'''

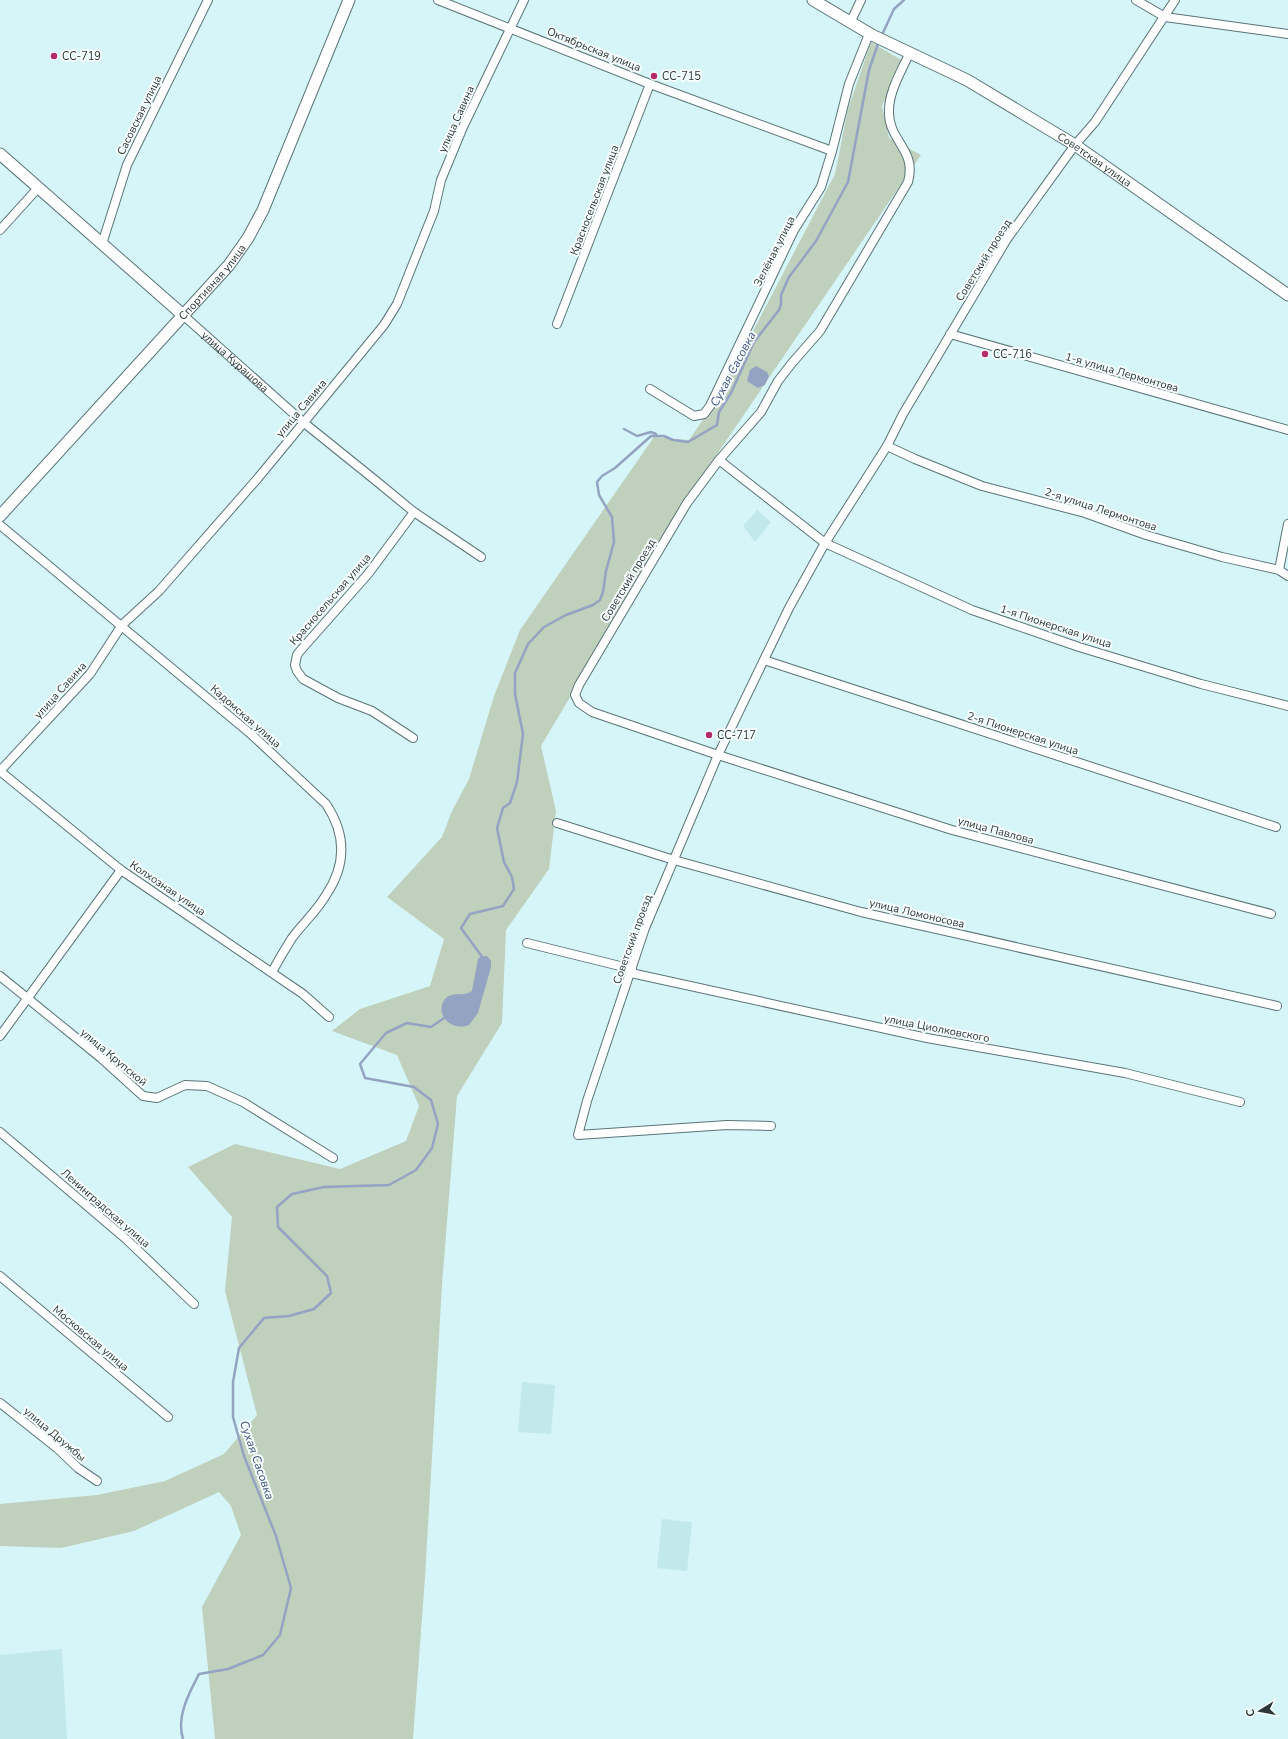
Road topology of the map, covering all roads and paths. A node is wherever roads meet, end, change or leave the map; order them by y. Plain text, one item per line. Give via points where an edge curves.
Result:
1 (208, 0) edge
2 (349, 0) edge
3 (438, 0) edge
4 (524, 0) edge
5 (813, 0) edge
6 (860, 0) edge
7 (1136, 0) edge
8 (1175, 0) edge
9 (1165, 17) junction
10 (850, 23) junction
11 (511, 28) junction
12 (1288, 34) edge
13 (871, 35) junction
14 (909, 54) junction
15 (650, 84) junction
16 (1075, 145) junction
17 (832, 151) junction
18 (0, 154) edge
19 (38, 188) junction
20 (0, 230) edge
21 (102, 244) junction
22 (1288, 296) edge
23 (183, 315) junction
24 (557, 324) dead end
25 (950, 334) junction
26 (650, 389) dead end
27 (303, 422) junction
28 (1288, 430) edge
29 (887, 446) junction
30 (719, 460) junction
31 (414, 512) junction
32 (0, 516) edge
33 (1288, 524) edge
34 (0, 525) edge
35 (825, 543) junction
36 (481, 557) dead end
37 (1278, 570) junction
38 (1288, 576) edge
39 (122, 625) junction
40 (764, 660) junction
41 (1288, 706) edge
42 (414, 738) dead end
43 (718, 755) junction
44 (0, 771) edge
45 (557, 823) dead end
46 (1276, 826) dead end
47 (674, 860) junction
48 (121, 870) junction
49 (1271, 914) dead end
50 (527, 943) dead end
51 (631, 971) junction
52 (272, 972) junction
53 (0, 976) edge
54 (27, 999) junction
55 (1277, 1006) dead end
56 (329, 1017) dead end
57 (0, 1036) edge
58 (1240, 1102) dead end
59 (771, 1126) dead end
60 (0, 1132) edge
61 (333, 1158) dead end
62 (0, 1276) edge
63 (194, 1304) dead end
64 (0, 1403) edge
65 (168, 1417) dead end
66 (97, 1481) dead end

1 - 21 street, Сасовская улица via 127,165
2 - 23 street, Спортивная улица via 263,210 229,265
3 - 11 street, Октябрьская улица
4 - 11 street, улица Савина
5 - 10 street
6 - 10 street
7 - 9 street
8 - 9 street, Советский проезд
9 - 12 street
9 - 16 street, Советский проезд via 1095,122
10 - 13 street
11 - 15 street, Октябрьская улица
11 - 27 street, улица Савина via 463,127 447,167 434,211 397,304 369,346
13 - 14 street, Советская улица
13 - 17 street, Зелёная улица via 849,84
14 - 16 street, Советская улица via 967,80
14 - 30 street via 894,87 888,113 892,127 911,165 908,182 820,331 778,381 752,424
15 - 17 street, Октябрьская улица
15 - 24 street, Красносельская улица
16 - 22 street, Советская улица
16 - 25 street, Советский проезд via 1007,239
17 - 26 street, Зелёная улица via 821,187 794,230 704,414 694,416
18 - 19 street, улица Курашова
19 - 20 street
19 - 21 street, улица Курашова
21 - 23 street, улица Курашова
23 - 27 street, улица Курашова
23 - 32 street, Спортивная улица
25 - 28 street, 1-я улица Лермонтова
25 - 29 street, Советский проезд
27 - 31 street, улица Курашова
27 - 39 street, улица Савина via 258,478 158,591
29 - 35 street, Советский проезд
29 - 37 street, 2-я улица Лермонтова via 915,460 982,486 1085,513 1146,535 1222,557
30 - 35 street
30 - 43 street, Советский проезд via 687,503 579,685 576,695 579,703 592,712
31 - 36 street, улица Курашова
31 - 42 street, Красносельская улица via 368,574 296,655 295,665 303,679 338,698 372,711
33 - 37 street
34 - 39 street, Кадомская улица
35 - 40 street, Советский проезд
35 - 41 street, 1-я Пионерская улица via 972,610 1186,680
37 - 38 street, 2-я улица Лермонтова
39 - 44 street, улица Савина via 90,674
39 - 52 street, Кадомская улица via 252,734 326,804 336,821 342,848 334,879 327,895 292,938
40 - 43 street, Советский проезд
40 - 46 street, 2-я Пионерская улица
43 - 47 street, Советский проезд
43 - 49 street, улица Павлова via 952,830
44 - 48 street, Колхозная улица
45 - 47 street, улица Ломоносова
47 - 51 street, Советский проезд via 645,928
47 - 55 street, улица Ломоносова via 861,912
48 - 52 street, Колхозная улица
48 - 54 street
50 - 51 street, улица Циолковского
51 - 58 street, улица Циолковского via 927,1038 1125,1073
51 - 59 street, Советский проезд via 578,1135 727,1125
52 - 56 street, Колхозная улица
53 - 54 street, улица Крупской
54 - 57 street
54 - 61 street, улица Крупской via 101,1058 143,1096 157,1098 185,1085 207,1086 243,1102
60 - 63 street, Ленинградская улица via 126,1239
62 - 65 street, Московская улица
64 - 66 street, улица Дружбы

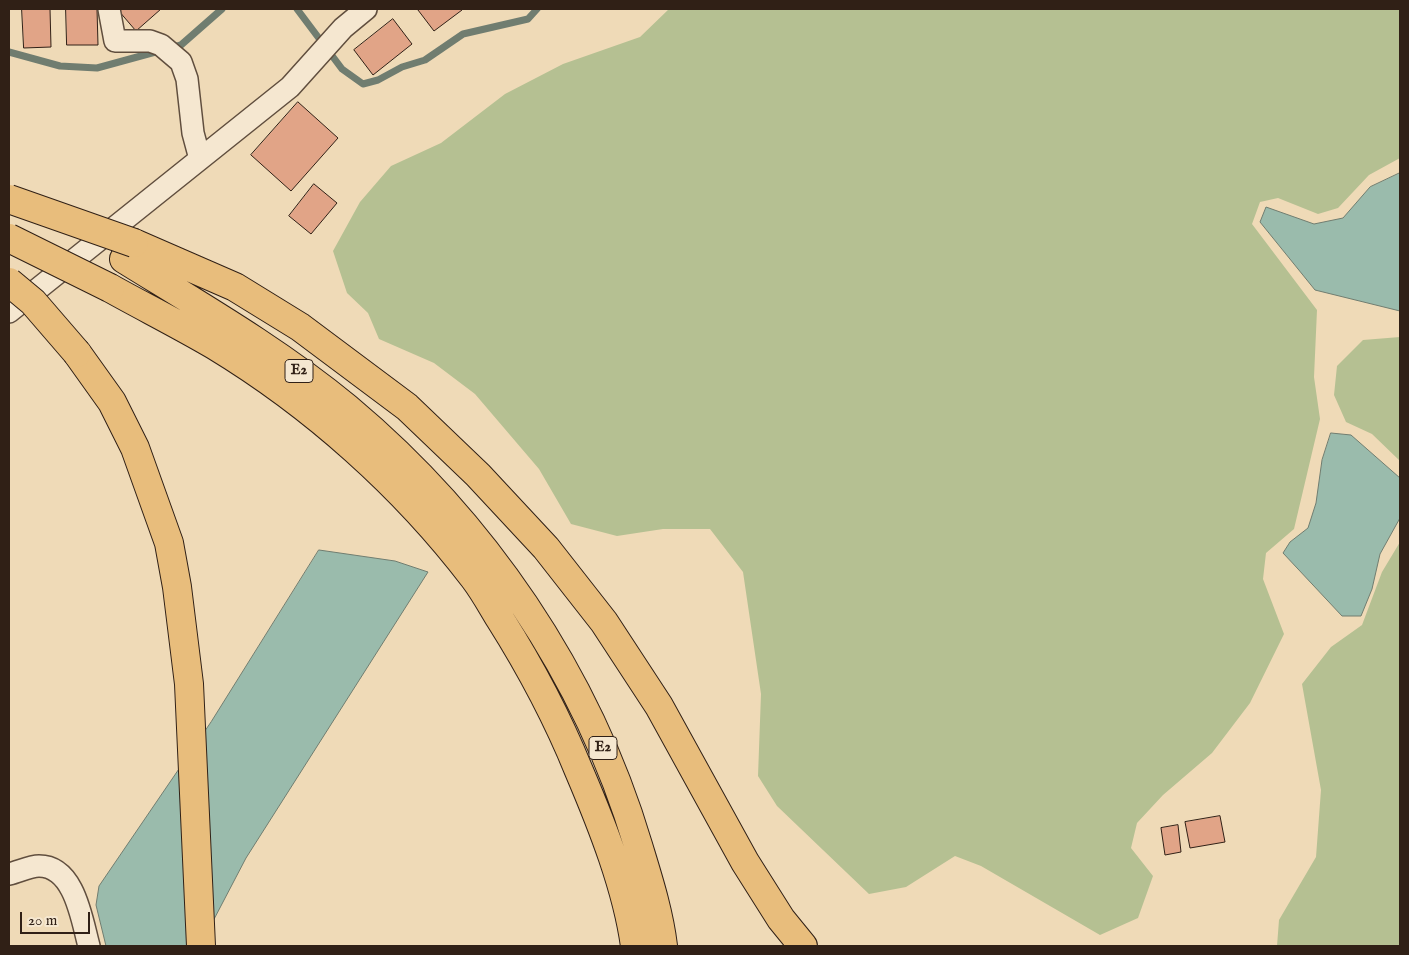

'''

Retype each line above precisely, please. Skip anything that is a picture.

Task response:
Road topology of the map, covering all roads and paths. A node is wherever roads meet, end, change or leave the map; order them by y. Plain text, one item per line. Give via points where an edge curves.
Result:
1 (208, 0) edge
2 (349, 0) edge
3 (438, 0) edge
4 (524, 0) edge
5 (813, 0) edge
6 (860, 0) edge
7 (1136, 0) edge
8 (1175, 0) edge
9 (1165, 17) junction
10 (850, 23) junction
11 (511, 28) junction
12 (1288, 34) edge
13 (871, 35) junction
14 (909, 54) junction
15 (650, 84) junction
16 (1075, 145) junction
17 (832, 151) junction
18 (0, 154) edge
19 (38, 188) junction
20 (0, 230) edge
21 (102, 244) junction
22 (1288, 296) edge
23 (183, 315) junction
24 (557, 324) dead end
25 (950, 334) junction
26 (650, 389) dead end
27 (303, 422) junction
28 (1288, 430) edge
29 (887, 446) junction
30 (719, 460) junction
31 (414, 512) junction
32 (0, 516) edge
33 (1288, 524) edge
34 (0, 525) edge
35 (825, 543) junction
36 (481, 557) dead end
37 (1278, 570) junction
38 (1288, 576) edge
39 (122, 625) junction
40 (764, 660) junction
41 (1288, 706) edge
42 (414, 738) dead end
43 (718, 755) junction
44 (0, 771) edge
45 (557, 823) dead end
46 (1276, 826) dead end
47 (674, 860) junction
48 (121, 870) junction
49 (1271, 914) dead end
50 (527, 943) dead end
51 (631, 971) junction
52 (272, 972) junction
53 (0, 976) edge
54 (27, 999) junction
55 (1277, 1006) dead end
56 (329, 1017) dead end
57 (0, 1036) edge
58 (1240, 1102) dead end
59 (771, 1126) dead end
60 (0, 1132) edge
61 (333, 1158) dead end
62 (0, 1276) edge
63 (194, 1304) dead end
64 (0, 1403) edge
65 (168, 1417) dead end
66 (97, 1481) dead end

1 - 21 street, Сасовская улица via 127,165
2 - 23 street, Спортивная улица via 263,210 229,265
3 - 11 street, Октябрьская улица
4 - 11 street, улица Савина
5 - 10 street
6 - 10 street
7 - 9 street
8 - 9 street, Советский проезд
9 - 12 street
9 - 16 street, Советский проезд via 1095,122
10 - 13 street
11 - 15 street, Октябрьская улица
11 - 27 street, улица Савина via 463,127 447,167 434,211 397,304 369,346
13 - 14 street, Советская улица
13 - 17 street, Зелёная улица via 849,84
14 - 16 street, Советская улица via 967,80
14 - 30 street via 894,87 888,113 892,127 911,165 908,182 820,331 778,381 752,424
15 - 17 street, Октябрьская улица
15 - 24 street, Красносельская улица
16 - 22 street, Советская улица
16 - 25 street, Советский проезд via 1007,239
17 - 26 street, Зелёная улица via 821,187 794,230 704,414 694,416
18 - 19 street, улица Курашова
19 - 20 street
19 - 21 street, улица Курашова
21 - 23 street, улица Курашова
23 - 27 street, улица Курашова
23 - 32 street, Спортивная улица
25 - 28 street, 1-я улица Лермонтова
25 - 29 street, Советский проезд
27 - 31 street, улица Курашова
27 - 39 street, улица Савина via 258,478 158,591
29 - 35 street, Советский проезд
29 - 37 street, 2-я улица Лермонтова via 915,460 982,486 1085,513 1146,535 1222,557
30 - 35 street
30 - 43 street, Советский проезд via 687,503 579,685 576,695 579,703 592,712
31 - 36 street, улица Курашова
31 - 42 street, Красносельская улица via 368,574 296,655 295,665 303,679 338,698 372,711
33 - 37 street
34 - 39 street, Кадомская улица
35 - 40 street, Советский проезд
35 - 41 street, 1-я Пионерская улица via 972,610 1186,680
37 - 38 street, 2-я улица Лермонтова
39 - 44 street, улица Савина via 90,674
39 - 52 street, Кадомская улица via 252,734 326,804 336,821 342,848 334,879 327,895 292,938
40 - 43 street, Советский проезд
40 - 46 street, 2-я Пионерская улица
43 - 47 street, Советский проезд
43 - 49 street, улица Павлова via 952,830
44 - 48 street, Колхозная улица
45 - 47 street, улица Ломоносова
47 - 51 street, Советский проезд via 645,928
47 - 55 street, улица Ломоносова via 861,912
48 - 52 street, Колхозная улица
48 - 54 street
50 - 51 street, улица Циолковского
51 - 58 street, улица Циолковского via 927,1038 1125,1073
51 - 59 street, Советский проезд via 578,1135 727,1125
52 - 56 street, Колхозная улица
53 - 54 street, улица Крупской
54 - 57 street
54 - 61 street, улица Крупской via 101,1058 143,1096 157,1098 185,1085 207,1086 243,1102
60 - 63 street, Ленинградская улица via 126,1239
62 - 65 street, Московская улица
64 - 66 street, улица Дружбы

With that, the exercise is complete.